Oswaldo Reynoso
Gorrito encarnado. Cabello negro alborotado en la frente.
Ojos niños y tristes. Cigarrillo que se cae. Que se cae de la boca. Casaca roja
y pantalón negro: El Rosquita. Y el Rosquita es todo un muchacho. Y no es
porque yo lo diga. Pero, de verdad, no se puede disimular su edad: dieciséis
años, pese a que él sueña con ser adulto, ahorita mismo. Urgentemente.

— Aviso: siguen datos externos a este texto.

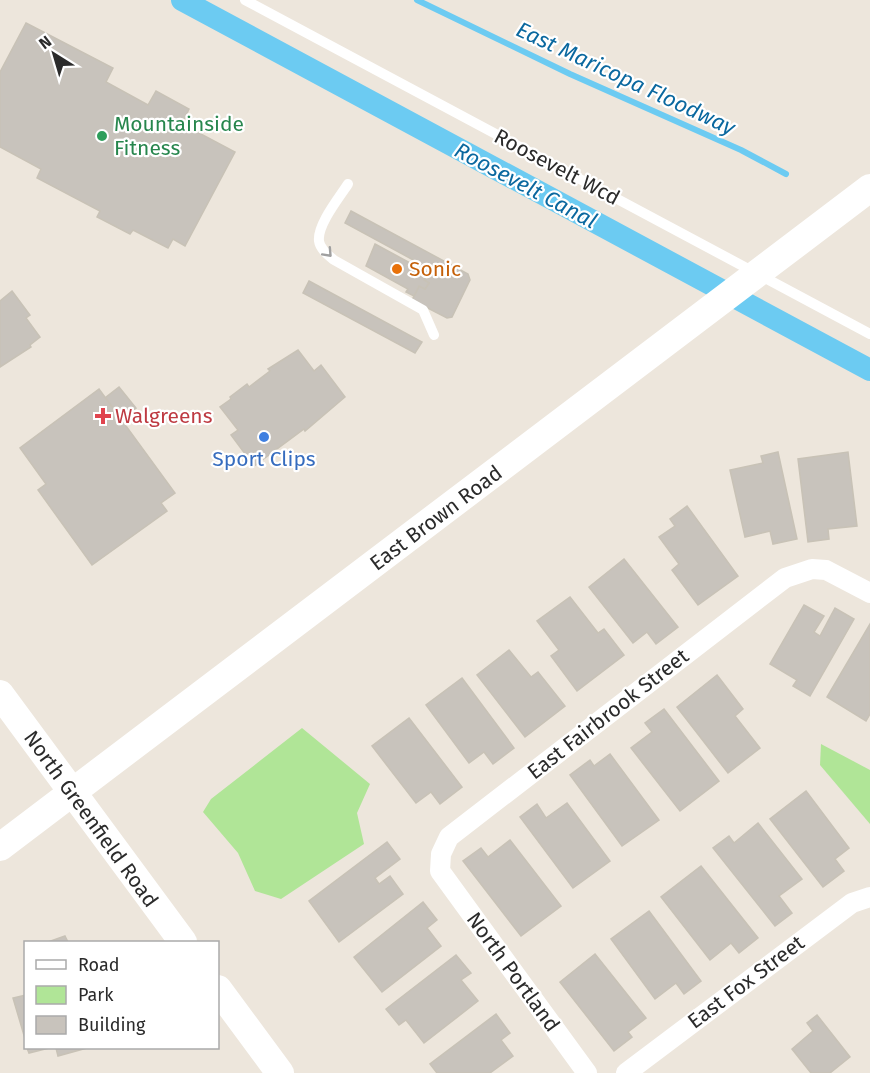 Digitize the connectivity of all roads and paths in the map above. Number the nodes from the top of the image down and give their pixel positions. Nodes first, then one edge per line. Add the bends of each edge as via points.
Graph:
1 (245, 0) edge
2 (348, 184) dead end
3 (870, 189) edge
4 (750, 280) junction
5 (870, 334) edge
6 (434, 335) dead end
7 (870, 593) edge
8 (0, 694) edge
9 (71, 793) junction
10 (0, 847) edge
11 (440, 871) joint
12 (870, 897) edge
13 (182, 941) edge
14 (219, 990) edge
15 (280, 1073) edge
16 (587, 1073) edge
17 (626, 1073) edge

1 - 4 lane, Roosevelt Wcd
2 -> 6 lane via 324,222 319,239 322,248 334,260 423,310
3 - 4 main road, East Brown Road
4 - 5 lane, Roosevelt Wcd
4 - 9 main road, East Brown Road
7 - 11 street, East Fairbrook Street via 826,570 812,569 785,578 449,837 441,854
8 - 9 main road, North Greenfield Road
9 - 10 main road, East Brown Road
9 - 13 main road, North Greenfield Road
11 - 16 street, North Portland
12 - 17 street, East Fox Street via 852,903
14 - 15 main road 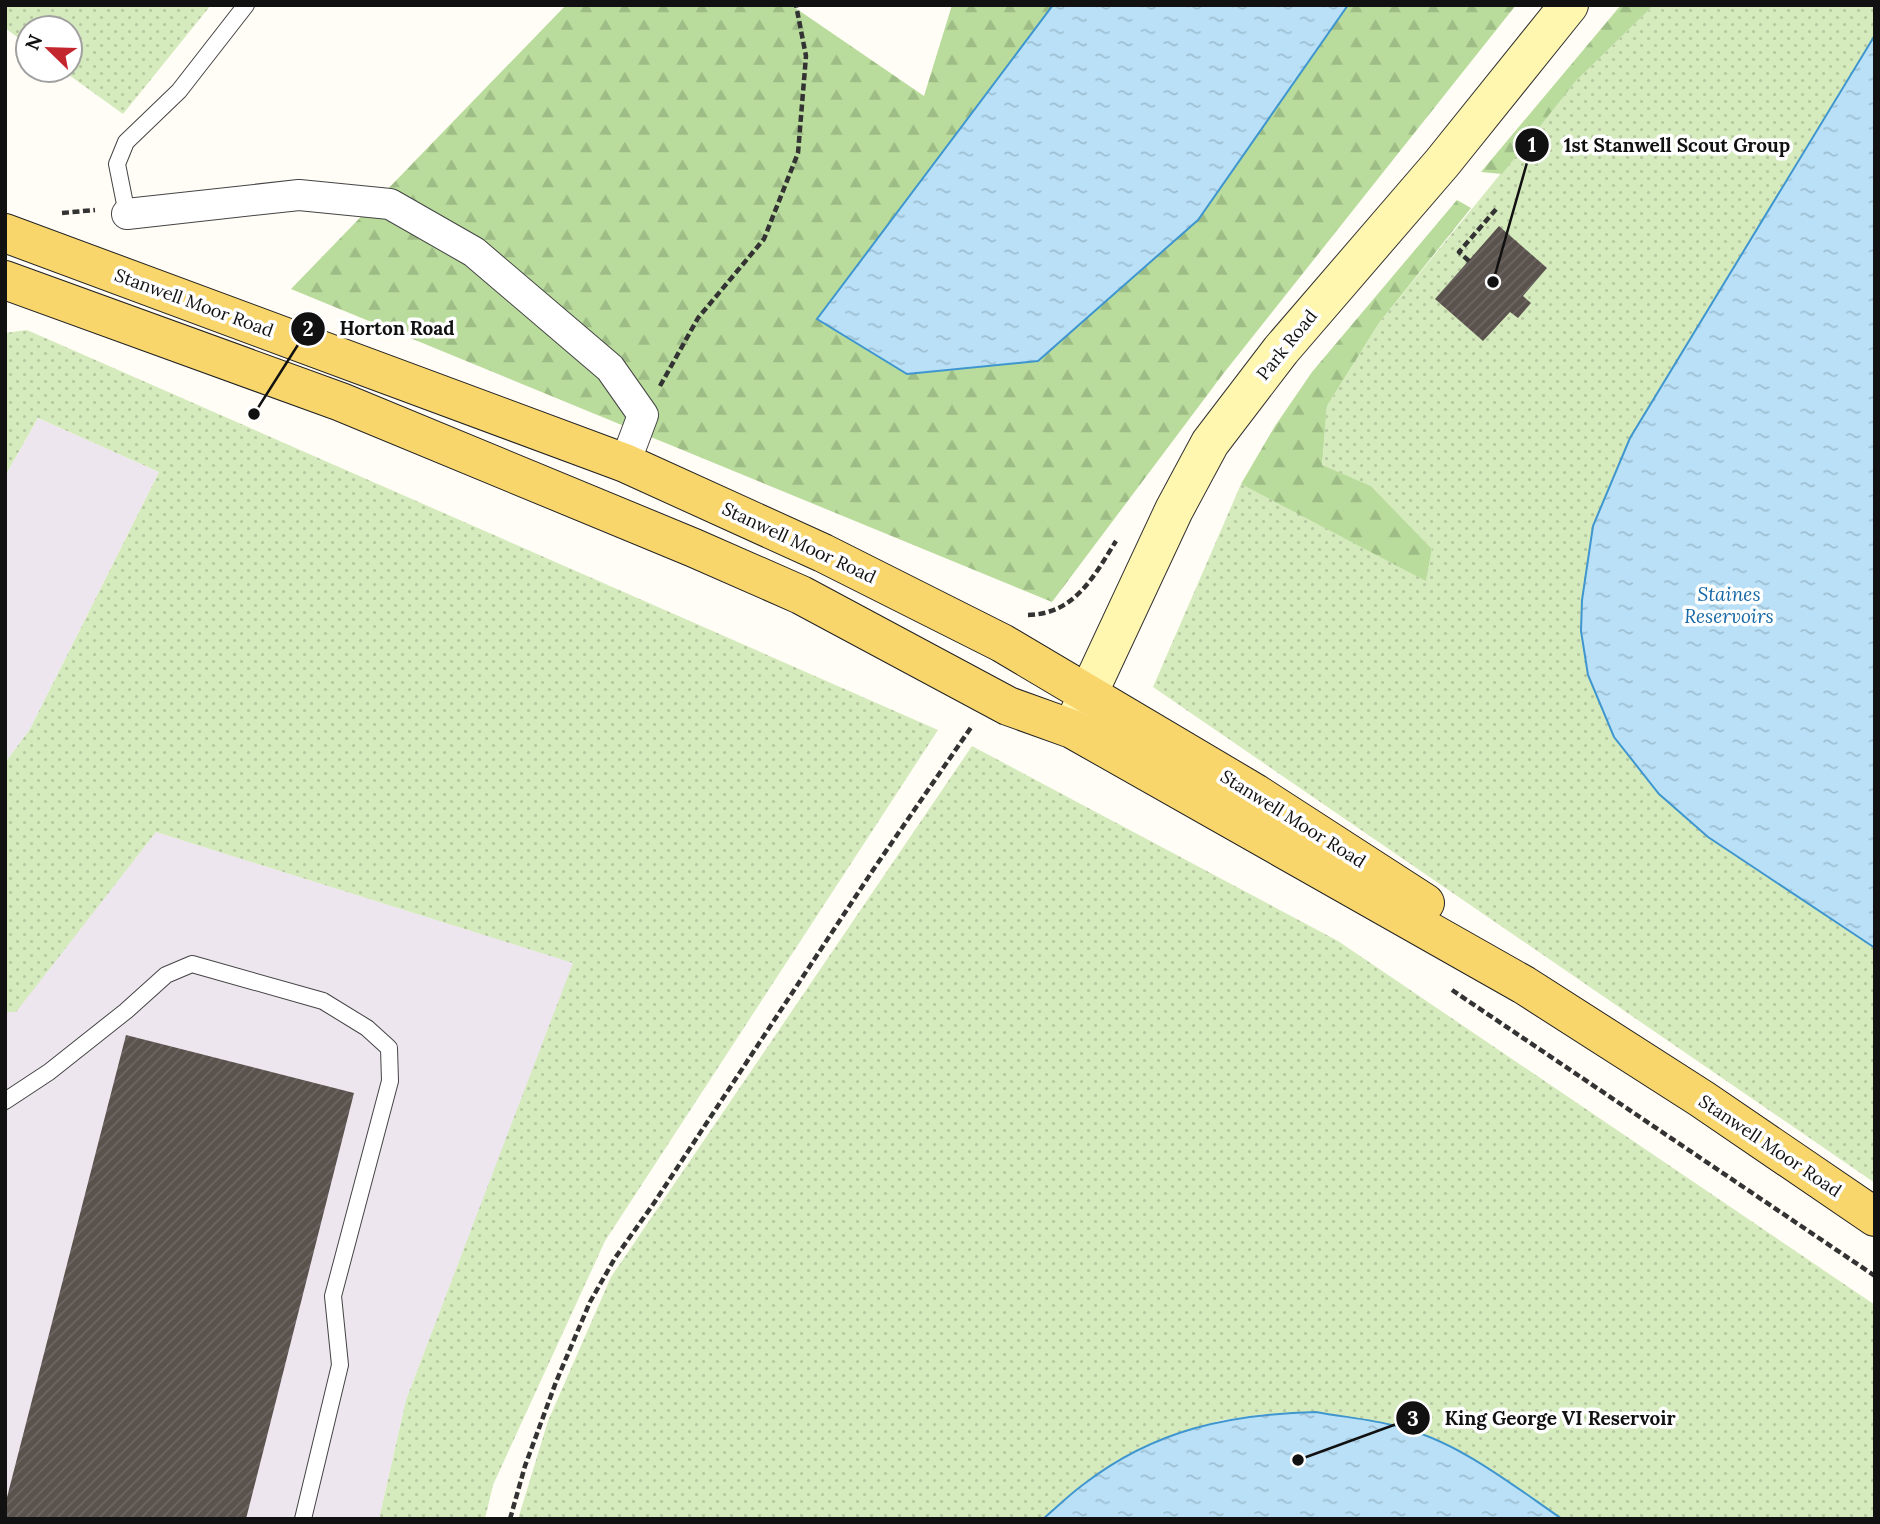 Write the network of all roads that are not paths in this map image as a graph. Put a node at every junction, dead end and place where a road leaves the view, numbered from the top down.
1 (246, 5) edge
2 (1569, 5) edge
3 (127, 214) joint
4 (5, 233) edge
5 (5, 279) edge
6 (625, 463) junction
7 (1089, 694) junction
8 (1072, 729) junction
9 (1524, 985) junction
10 (5, 1101) edge
11 (1875, 1217) edge
12 (303, 1519) edge

1 - 3 lane
2 - 7 main road, Park Road
3 - 6 street
4 - 6 main road, Stanwell Moor Road
5 - 8 main road, Stanwell Moor Road
6 - 7 main road, Stanwell Moor Road
7 - 8 main road, Park Road
7 - 9 main road, Stanwell Moor Road
8 - 9 main road, Stanwell Moor Road
9 - 11 main road, Stanwell Moor Road
10 - 12 lane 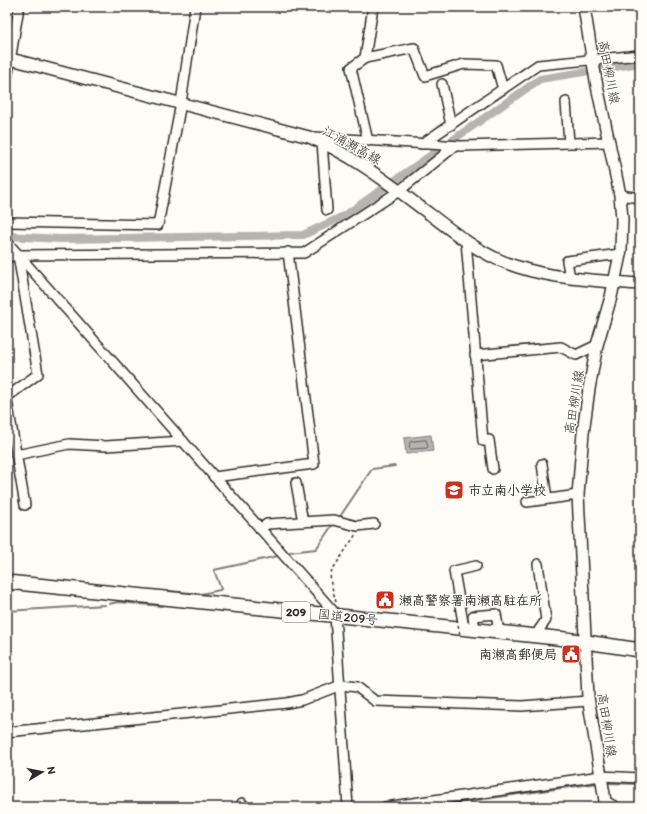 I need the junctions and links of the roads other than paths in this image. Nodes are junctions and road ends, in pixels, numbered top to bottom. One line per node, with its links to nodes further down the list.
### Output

Sabe que los adultos, los hombres hechos y derechos, pueden
trajinar, sin miedo, por lugares prohibidos; sabe que los adultos pueden entrar
a una cantina y pedir un trago; sabe que los adultos pueden entrar al cine a
ver películas escabrosas e impropias para señoritas y menores; sabe que un
adulto puede llevar a su enamorada al Parque de la Reserva; en fin, sabe que un
adulto es un ser enteramente libre. En cambio, sabe también, que un muchacho…
mejor no tocar el asunto, porque es cómo para morirse de la cólera. Por eso tal
vez, pensó en falsificar no solo la letra sino también la firma de su madre
para hacerse un certificado que dijera: “La que suscrive por la precente
justifica que su hijo Romulo Campos tiene veinte años, por lo que está
permitido de hacer cosas de hombres; Se le ruega a los señores policías no
molestarlo sufre del hígado. Atentamente Gosefina Martines de Campos, su mamá”.
Por desgracia, la policía no hace caso a esa clase de
documentos.
El Rosquita es cliente empedernido de billares, de cantinas,
de lugares prohibidos, etc., etc. Pero también es cliente empedernido de
comisarías. Por eso, para que el patrullero no se lo cargue, tiene que poner
cara de “maldito”, de hombre “corrido”, torcer los ojos, fumar como vicioso,
hablar groserías, fuerte, para que lo escuchen, caminar a lo James Dean, es
decir como cansado de todo, y con las manos en los bolsillos y, de vez en
cuando, toser ronco profundo. Pero todo para nada. Hay algo que lo denuncia
como menor de edad. Tal vez sea su presencia o su manera de comportarse que es
imposible disimular.
Un amigo de Rosquita, mejor diré, un párcero del Rosquita,
para emplear una palabra de su uso, me contó el otro día que el Rosquita es
bien niño. Así, cuando se trompea y le pegan no puede contener el llanto.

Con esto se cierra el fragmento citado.